Mitochondrial Complex I inhibition enhances astrocyte responsiveness to pro-inflammatory stimuli

Inhibition of the mitochondrial oxidative phosphorylation (OXPHOS) system can lead to metabolic disorders and neurodegenerative diseases. In primary mitochondrial disorders, reactive astrocytes often accompany neuronal degeneration and may contribute to neurotoxic inflammatory cascades that elicit brain lesions. The influence of mitochondria to astrocyte reactivity as well as the underlying molecular mechanisms remain elusive. Here we report that mitochondrial Complex I dysfunction promotes neural progenitor cell differentiation into astrocytes that are more responsive to neuroinflammatory stimuli. We show that the SWI/SNF/BAF chromatin remodeling complex takes part in the epigenetic regulation of astrocyte responsiveness, since its pharmacological inhibition abrogates the expression of inflammatory genes.
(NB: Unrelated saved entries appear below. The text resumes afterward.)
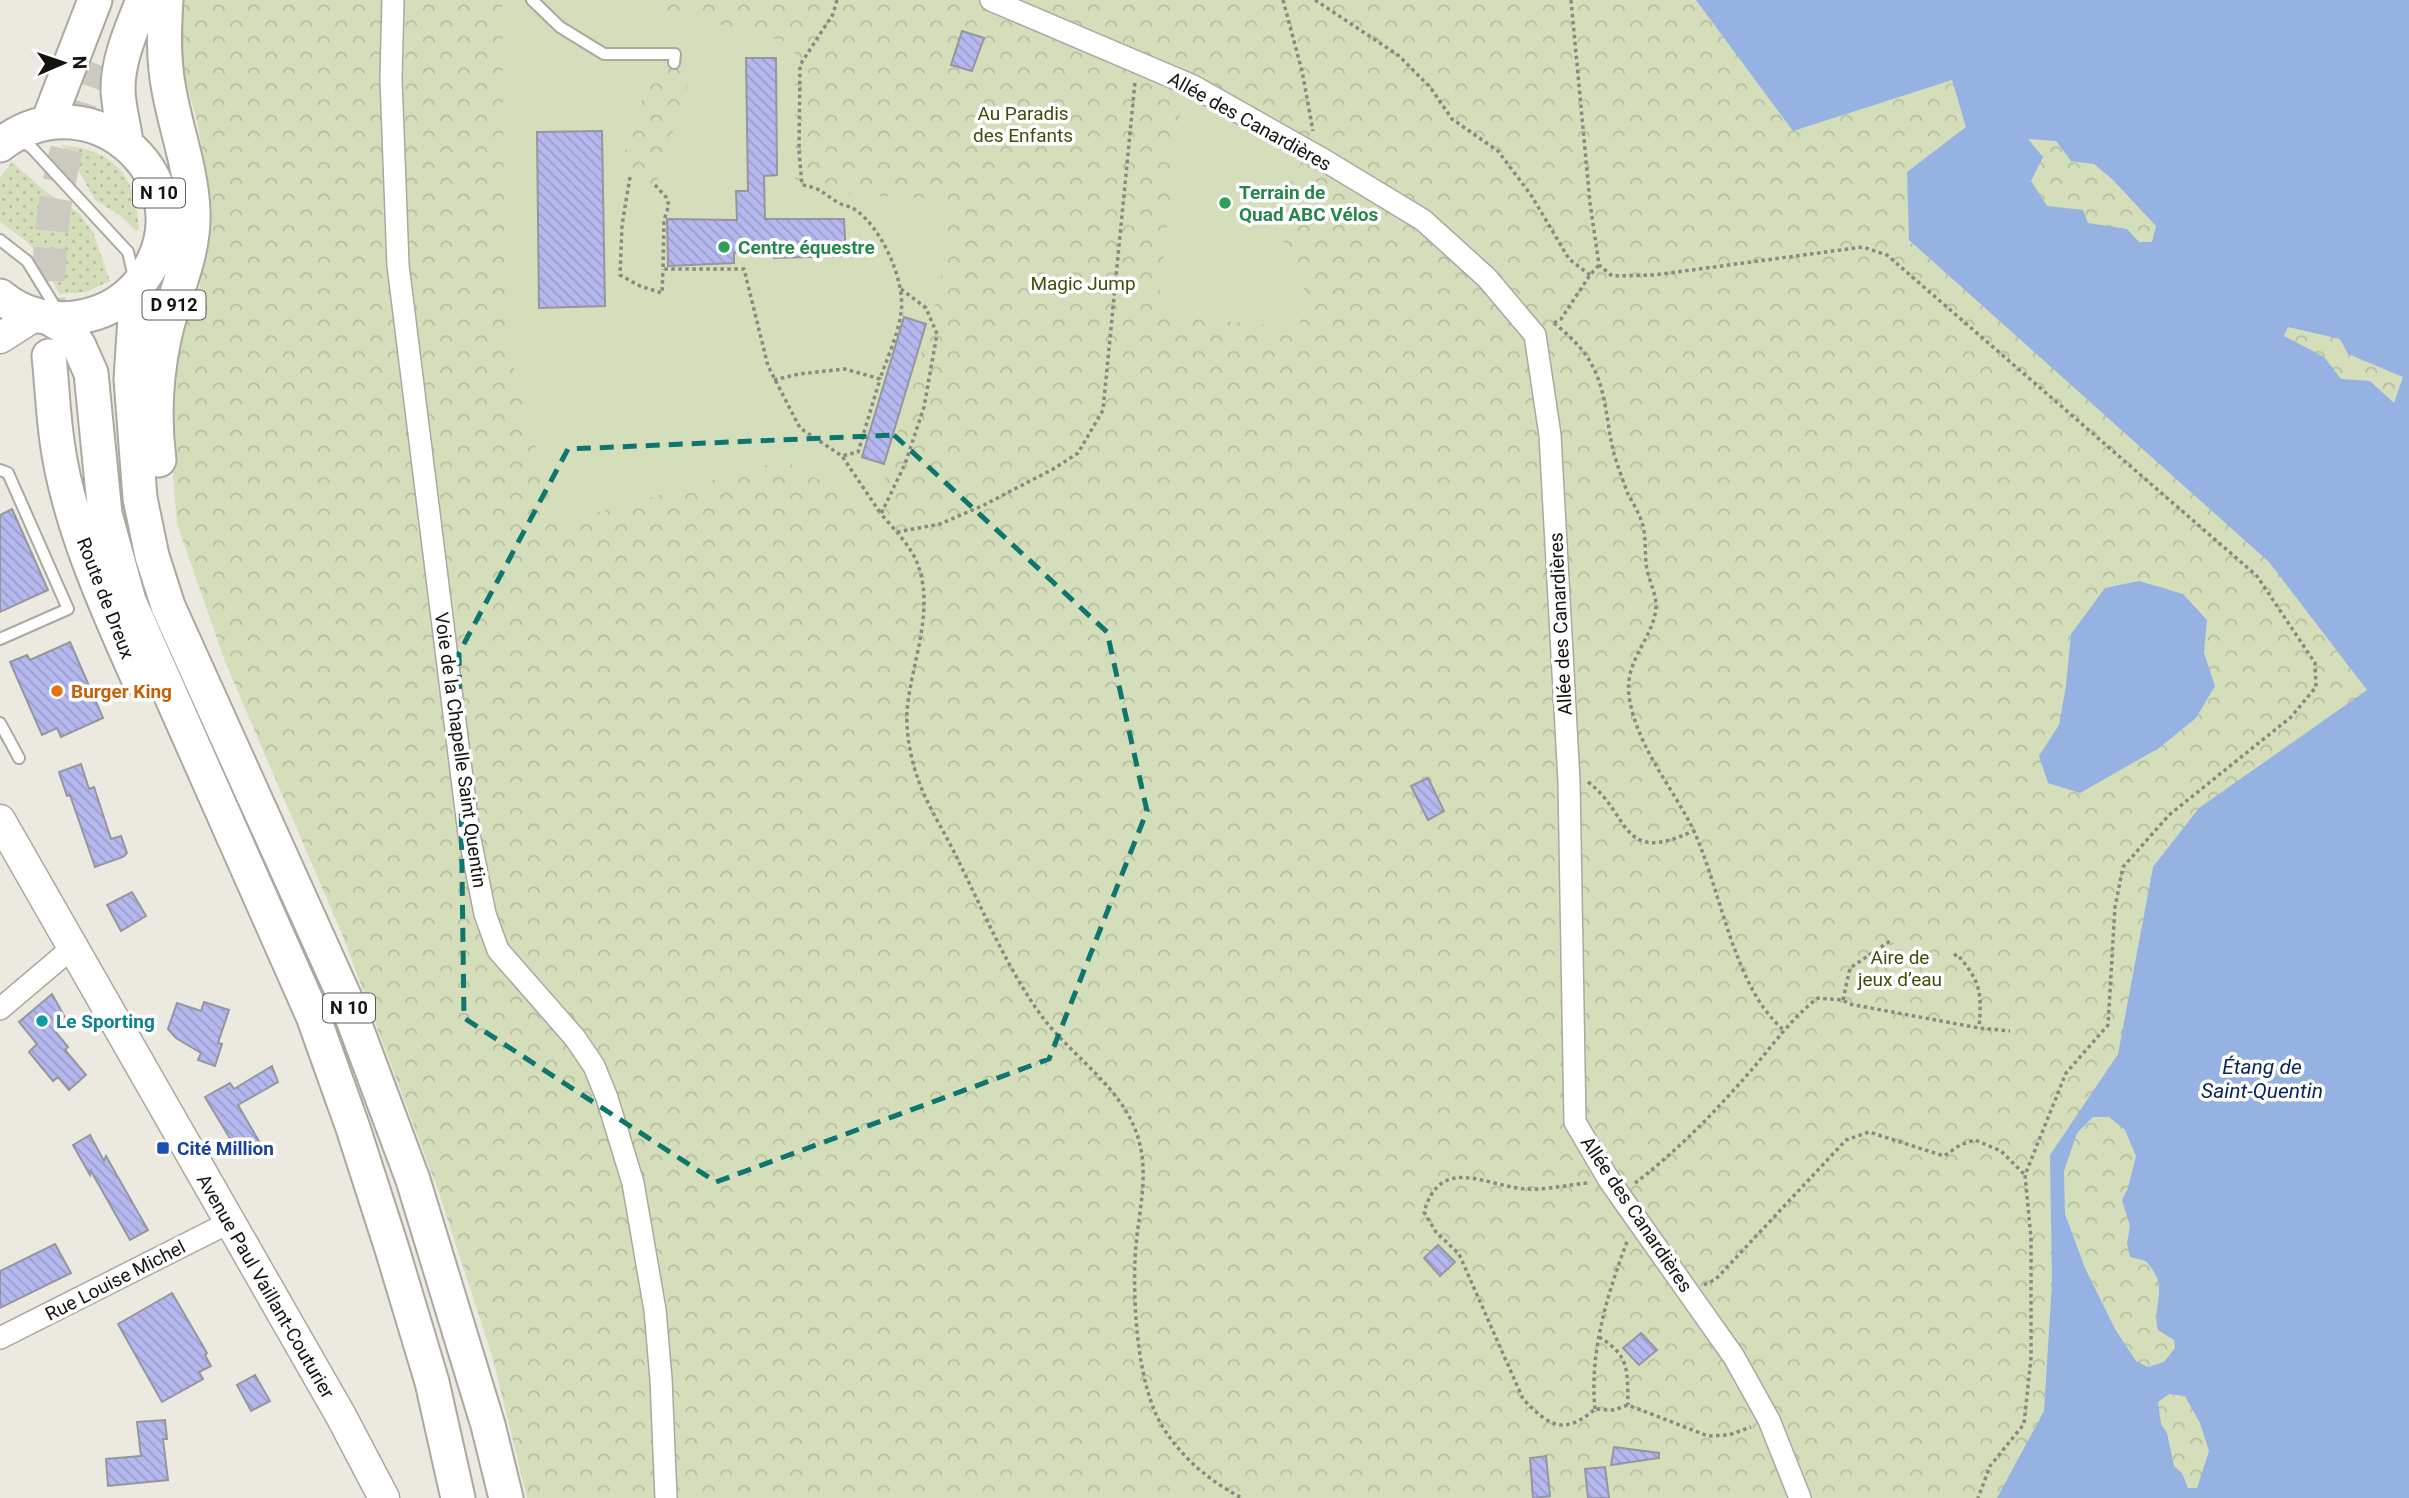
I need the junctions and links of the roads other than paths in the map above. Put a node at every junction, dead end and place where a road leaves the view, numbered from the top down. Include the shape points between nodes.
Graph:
1 (95, 0) edge
2 (119, 0) edge
3 (144, 0) edge
4 (166, 0) edge
5 (393, 0) edge
6 (532, 0) edge
7 (991, 0) edge
8 (674, 62) dead end
9 (94, 63) tunnel mouth
10 (16, 130) edge
11 (127, 143) junction
12 (0, 240) edge
13 (137, 287) junction
14 (0, 296) edge
15 (55, 331) junction
16 (0, 338) edge
17 (0, 470) edge
18 (168, 606) junction
19 (0, 639) edge
20 (0, 723) edge
21 (19, 758) dead end
22 (0, 820) edge
23 (72, 948) junction
24 (0, 1009) edge
25 (230, 1222) junction
26 (0, 1338) edge
27 (384, 1498) edge
28 (458, 1498) edge
29 (506, 1498) edge
30 (666, 1498) edge
31 (1800, 1498) edge

1 - 10 main road
2 - 9 main road
3 - 11 main road via 119,71
4 - 18 main road, D 912 via 168,89 193,210 187,268 164,337 157,383 157,450 167,528 183,585
5 - 30 street, Voie de la Chapelle Saint Quentin via 398,265 469,834 485,914 498,950 594,1066 633,1183 656,1310
6 - 8 lane via 560,27 604,54 675,54
7 - 31 street, Allée des Canardières via 1193,86 1423,220 1487,278 1535,335 1550,435 1569,781 1575,1122 1614,1187 1734,1357 1769,1420
10 - 11 main road, N 10 via 81,122
10 - 13 lane via 128,251
11 - 13 main road, N 10 via 149,168 163,220 156,256
12 - 15 lane via 27,261
13 - 15 main road, N 10 via 118,303 73,319
13 - 18 main road via 131,379 140,498
14 - 15 main road
15 - 16 street
15 - 28 main road, N 10 via 91,373 105,514 129,601 313,1016 353,1128 432,1382
17 - 19 lane via 8,473 68,609
18 - 29 main road, N 10 via 350,1011 413,1180
20 - 21 lane
22 - 23 street, Avenue Paul Vaillant-Couturier
23 - 24 street
23 - 25 street, Avenue Paul Vaillant-Couturier
25 - 26 street, Rue Louise Michel
25 - 27 street, Avenue Paul Vaillant-Couturier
Furthermore, we demonstrate that Complex I deficient human iPSC-derived astrocytes negatively influence neuronal physiology upon cytokine stimulation. Together, our data describe the SWI/SNF/BAF complex as a sensor of altered mitochondrial OXPHOS and a downstream epigenetic regulator of astrocyte-mediated neuroinflammation. Overall design: To investigate molecular mechanisms underlying impaired neuronal differentiation of mitochondrial deficient neural progenitor cells, we performed RNA-seq in Hq versus wt proliferating as well as 48h-differentiated cells.